I have* XP Sp2* computer connected directly to a Belkin Wireless G router model: *F5D7230-4* the router feeds off of my comcast cable modem. My modem is a Motorola Surfboard model: *SB5101*.

I was starting to have an issue with the Belkin and I am wondering what is the expected lifetime for these routers.

It has been with me for more than 3years if im not mistaken and it only had been shut off a number of times.

*Is my router going to die soon?*

I leave my computer on playing music overnight somtimes and I wake up to notice *my router cannot see the internet when its connected to the cable modem.*

When I connect the computer directly to the modem I just turn it on and off to pick up the new IP and I have internet again.

Now after a while ppl need access to wireless so *I connect the router and after a on/off cycle between both devices the belkin picks up the internet.*

This is not a comfortin process thats why i think it is on its last days.

You guys might have exp with this more than I, any help or suggestions would do.

Thanks


----------



## johnwill (Sep 26, 2002)

*Re: What is the avg life expectancy of a router?*

Well, this could be the router or the modem. I'd upgrade the router to the latest firmware, and reset it to factory defaults and reconfigure.

It's hard to say if it's the router or the modem that's the problem here, but it seems one of them is flaky. See if the upgrade and reset have any effect.


----------



## Viabobed (Dec 31, 2004)

*Re: What is the avg life expectancy of a router?*

Well.. I have updated to the latest firmware of the router since I am always changing settings on the device.

And when the problem started showing up I just checked the firmware.
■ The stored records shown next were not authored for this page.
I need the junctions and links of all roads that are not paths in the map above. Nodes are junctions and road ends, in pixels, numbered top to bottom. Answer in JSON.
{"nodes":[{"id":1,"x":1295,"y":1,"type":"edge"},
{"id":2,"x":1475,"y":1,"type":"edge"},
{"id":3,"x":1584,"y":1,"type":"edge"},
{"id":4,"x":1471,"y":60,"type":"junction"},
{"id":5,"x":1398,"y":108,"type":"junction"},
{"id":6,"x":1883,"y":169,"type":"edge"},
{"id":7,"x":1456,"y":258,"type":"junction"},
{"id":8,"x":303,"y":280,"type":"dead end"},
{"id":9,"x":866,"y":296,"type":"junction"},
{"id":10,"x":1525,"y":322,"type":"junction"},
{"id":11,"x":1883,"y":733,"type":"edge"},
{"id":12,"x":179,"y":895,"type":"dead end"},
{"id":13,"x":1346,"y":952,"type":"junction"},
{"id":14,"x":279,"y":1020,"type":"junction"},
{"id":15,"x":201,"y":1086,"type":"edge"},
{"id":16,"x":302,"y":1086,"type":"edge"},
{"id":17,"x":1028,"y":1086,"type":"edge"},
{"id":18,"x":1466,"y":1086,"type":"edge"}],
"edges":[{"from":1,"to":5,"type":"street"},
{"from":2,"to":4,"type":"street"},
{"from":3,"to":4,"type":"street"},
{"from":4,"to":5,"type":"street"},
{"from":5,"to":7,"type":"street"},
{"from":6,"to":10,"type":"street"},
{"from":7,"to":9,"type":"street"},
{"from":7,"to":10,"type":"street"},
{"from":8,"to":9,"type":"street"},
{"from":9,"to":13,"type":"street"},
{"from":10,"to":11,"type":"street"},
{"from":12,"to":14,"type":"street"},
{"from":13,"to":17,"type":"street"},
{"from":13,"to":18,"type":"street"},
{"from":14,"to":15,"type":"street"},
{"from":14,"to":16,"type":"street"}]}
It was fine the last update made by the company was in 06.

Now for the cable modem I am yet to upgrade the firmware on it. One because I am not connected directly to it and another reason is also because I don' t have that much time with the device.

Im going to go ahead and see if I can update the firmware on the cable modem tonight see if it changes anything.
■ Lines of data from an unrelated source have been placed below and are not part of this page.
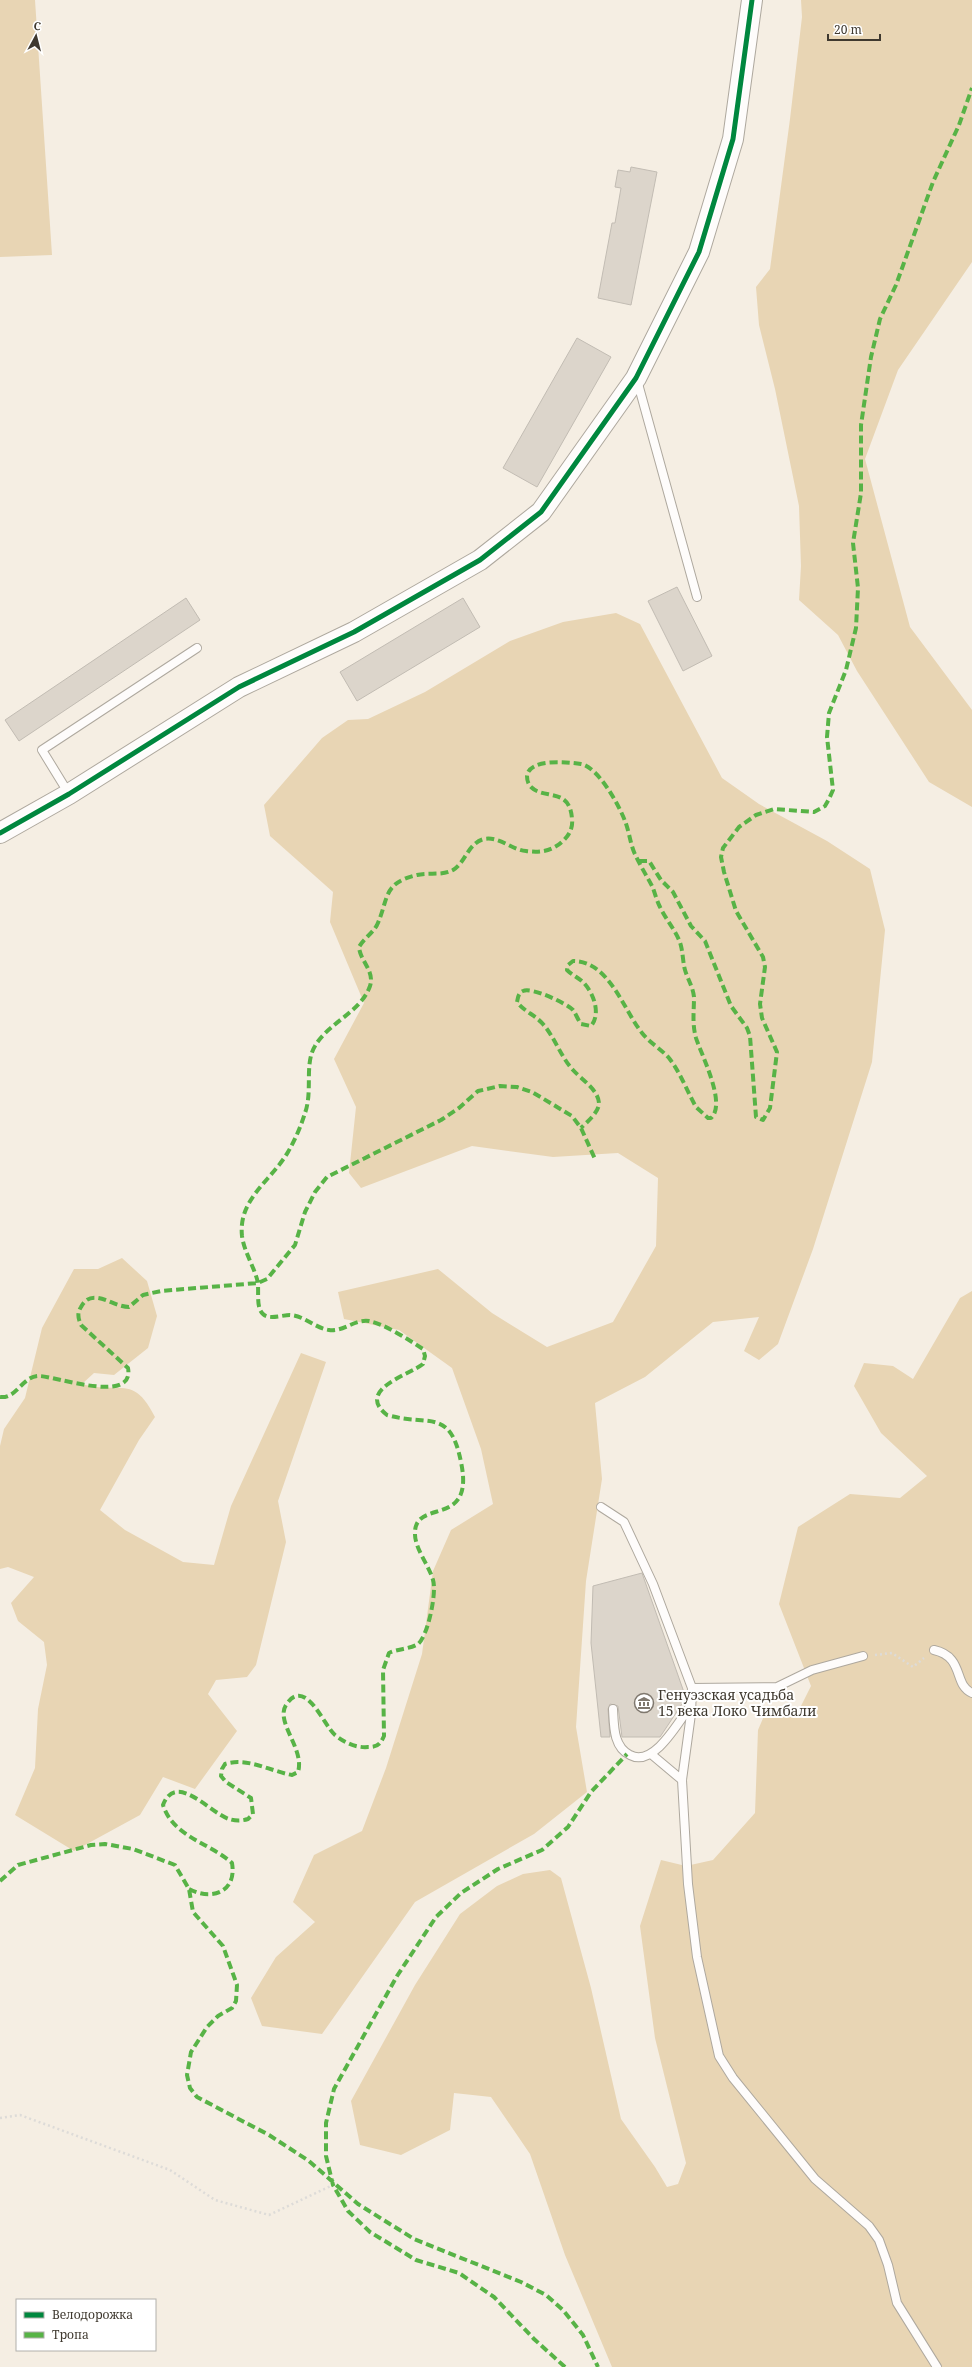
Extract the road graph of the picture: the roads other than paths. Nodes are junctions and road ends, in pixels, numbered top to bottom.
1 (752, 0) edge
2 (636, 378) junction
3 (697, 597) dead end
4 (197, 648) dead end
5 (69, 794) junction
6 (0, 833) edge
7 (601, 1507) dead end
8 (934, 1650) road end
9 (863, 1656) road end
10 (692, 1688) junction
11 (972, 1693) edge
12 (691, 1705) junction
13 (614, 1709) dead end
14 (651, 1754) junction
15 (682, 1780) junction
16 (937, 2367) edge

1 - 2 street
2 - 3 lane
2 - 5 street
4 - 5 lane
5 - 6 street
7 - 10 lane
8 - 11 lane
9 - 10 lane
10 - 12 lane
12 - 14 lane
12 - 15 lane
13 - 14 lane
14 - 15 lane
15 - 16 lane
At the moment I am pointing fingers towards the router since it is the one that seems to be dropping the connection.


----------



## Viabobed (Dec 31, 2004)

*Re: What is the avg life expectancy of a router?*

So I just got home and I find myself a little surprise.

Just as I suspected..

My *Router is Dead!!!*

I did not think it was true untill i started the whole disconnect/connect wires process while pressing the reset button after every change.

Nothing..


So to answer the life expectancy question; in my case I purchased the router around 12/05 so that would make it aprox 2years since I bought it and it has come to its death 9/07.

I doubt it is still in the manufactuers warranty....

So how about a new topic:

*What is a good wireless g router for me?*

I need a router that can take stress because of all the task it needs to accomplish 

This is what I want to connect:

Desktop PC - Serves data to the rest of the network on the workgroup, connected directly to router, some online gaming

Xbox360 - Online Gaming

PS2 - Online Gaming (maybe ps3 in the future)
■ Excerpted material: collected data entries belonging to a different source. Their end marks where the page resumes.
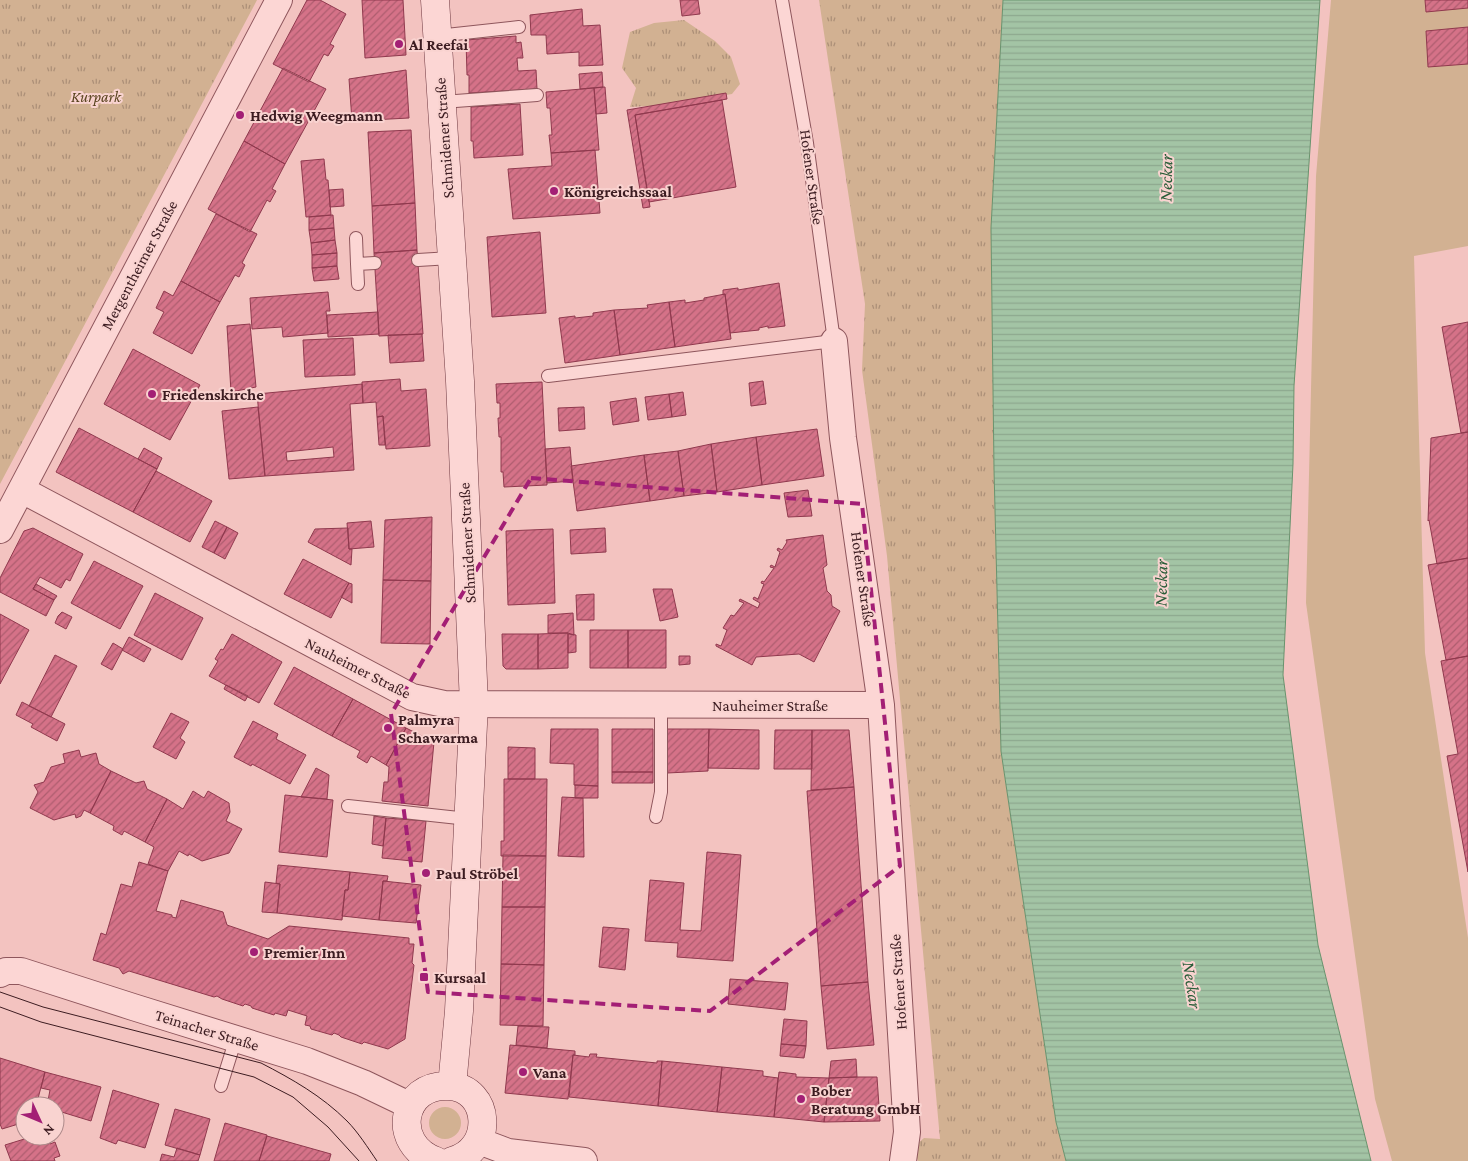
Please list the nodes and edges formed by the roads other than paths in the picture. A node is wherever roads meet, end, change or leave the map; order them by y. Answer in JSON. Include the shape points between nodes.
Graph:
{"nodes":[{"id":1,"x":279,"y":0,"type":"edge"},
{"id":2,"x":435,"y":0,"type":"edge"},
{"id":3,"x":782,"y":0,"type":"edge"},
{"id":4,"x":519,"y":27,"type":"dead end"},
{"id":5,"x":437,"y":36,"type":"junction"},
{"id":6,"x":537,"y":95,"type":"dead end"},
{"id":7,"x":442,"y":102,"type":"junction"},
{"id":8,"x":356,"y":238,"type":"dead end"},
{"id":9,"x":452,"y":258,"type":"junction"},
{"id":10,"x":418,"y":260,"type":"dead end"},
{"id":11,"x":375,"y":263,"type":"dead end"},
{"id":12,"x":357,"y":264,"type":"junction"},
{"id":13,"x":358,"y":284,"type":"dead end"},
{"id":14,"x":834,"y":341,"type":"junction"},
{"id":15,"x":548,"y":376,"type":"dead end"},
{"id":16,"x":22,"y":490,"type":"junction"},
{"id":17,"x":0,"y":530,"type":"edge"},
{"id":18,"x":474,"y":704,"type":"junction"},
{"id":19,"x":661,"y":705,"type":"junction"},
{"id":20,"x":880,"y":705,"type":"junction"},
{"id":21,"x":348,"y":806,"type":"dead end"},
{"id":22,"x":656,"y":817,"type":"dead end"},
{"id":23,"x":468,"y":819,"type":"junction"},
{"id":24,"x":0,"y":974,"type":"edge"},
{"id":25,"x":236,"y":1038,"type":"junction"},
{"id":26,"x":221,"y":1086,"type":"dead end"},
{"id":27,"x":452,"y":1086,"type":"junction"},
{"id":28,"x":410,"y":1106,"type":"junction"},
{"id":29,"x":479,"y":1141,"type":"junction"},
{"id":30,"x":444,"y":1160,"type":"edge"},
{"id":31,"x":584,"y":1161,"type":"edge"},
{"id":32,"x":903,"y":1161,"type":"edge"}],
"edges":[{"from":1,"to":16,"type":"street","name":"Mergentheimer Straße"},
{"from":2,"to":5,"type":"main road","name":"Schmidener Straße"},
{"from":3,"to":14,"type":"lane","name":"Hofener Straße","via":[[807,143]]},
{"from":4,"to":5,"type":"lane"},
{"from":5,"to":7,"type":"main road","name":"Schmidener Straße"},
{"from":6,"to":7,"type":"lane"},
{"from":7,"to":9,"type":"main road","name":"Schmidener Straße"},
{"from":8,"to":12,"type":"lane"},
{"from":9,"to":10,"type":"lane"},
{"from":9,"to":18,"type":"main road","name":"Schmidener Straße"},
{"from":11,"to":12,"type":"lane"},
{"from":12,"to":13,"type":"lane"},
{"from":14,"to":15,"type":"lane"},
{"from":14,"to":20,"type":"street","name":"Hofener Straße","via":[[843,438]]},
{"from":16,"to":17,"type":"street","name":"Mergentheimer Straße"},
{"from":16,"to":18,"type":"street","name":"Nauheimer Straße","via":[[412,697],[444,704]]},
{"from":18,"to":19,"type":"street","name":"Nauheimer Straße"},
{"from":18,"to":23,"type":"main road","name":"Schmidener Straße"},
{"from":19,"to":20,"type":"street","name":"Nauheimer Straße"},
{"from":19,"to":22,"type":"lane","via":[[661,792]]},
{"from":20,"to":32,"type":"street","name":"Hofener Straße","via":[[907,1132]]},
{"from":21,"to":23,"type":"lane"},
{"from":23,"to":27,"type":"main road","name":"Schmidener Straße"},
{"from":24,"to":25,"type":"street","name":"Teinacher Straße","via":[[21,971]]},
{"from":25,"to":26,"type":"lane"},
{"from":25,"to":28,"type":"street","name":"Teinacher Straße","via":[[331,1070]]},
{"from":27,"to":28,"type":"main road","via":[[428,1089]]},
{"from":27,"to":29,"type":"main road","via":[[462,1089],[478,1104],[483,1128]]},
{"from":28,"to":30,"type":"main road","via":[[407,1130],[411,1141],[418,1151]]},
{"from":29,"to":30,"type":"main road","via":[[467,1155]]},
{"from":29,"to":31,"type":"street","via":[[508,1152]]}]}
Desktop PC 2 - Online Gaming and network access (had wifi PCI card but created own ethernet wall plates that direct from router)

Laptop - Work related wireless connection, some network access

Laptop 2 - School related wireless connections, some network access


.... Network data is stored on an external drive connected through the Desktop1, in the future I would probably upgrade to a network based drive that connects directly on to the network....

In the end it has to be really good.

I can't say anything wrong about the belkin router I think it served me well, I saw a coupple of lynksys models that I personally did not like some things but other than that I do know about the other brands.

Belkin
Lynksys
Netgear
etc......

Which one is the best?



Thanks for your time guys.


----------



## Viabobed (Dec 31, 2004)

*Re: What is the avg life expectancy of a router?*

Lots of the information I have found online seems to be pretty out of date in relation to the subject.

Most of the info regarding this subject seems to be leading towards the Lynksys WRT54G-S.


----------



## johnwill (Sep 26, 2002)

*Re: What is the avg life expectancy of a router?*

Some Belkin routers have a lifetime warranty, are you sure this one is out of warranty?


----------



## Viabobed (Dec 31, 2004)

*Re: What is the avg life expectancy of a router?*

I checked if the router had a lifetime warranty... 

And according to the box it does.

I am going to read up on that. In the meanwhile I got the Lynksys WRT54GS, it is pretty good.

I like all of the advanced settings it carries. Awesome!

Lets see how long this one last.


----------



## Viabobed (Dec 31, 2004)

*Re: What is the avg life expectancy of a router?*

Thanks for the help!


----------



## johnwill (Sep 26, 2002)

*Re: What is the avg life expectancy of a router?*

You're welcome.


----------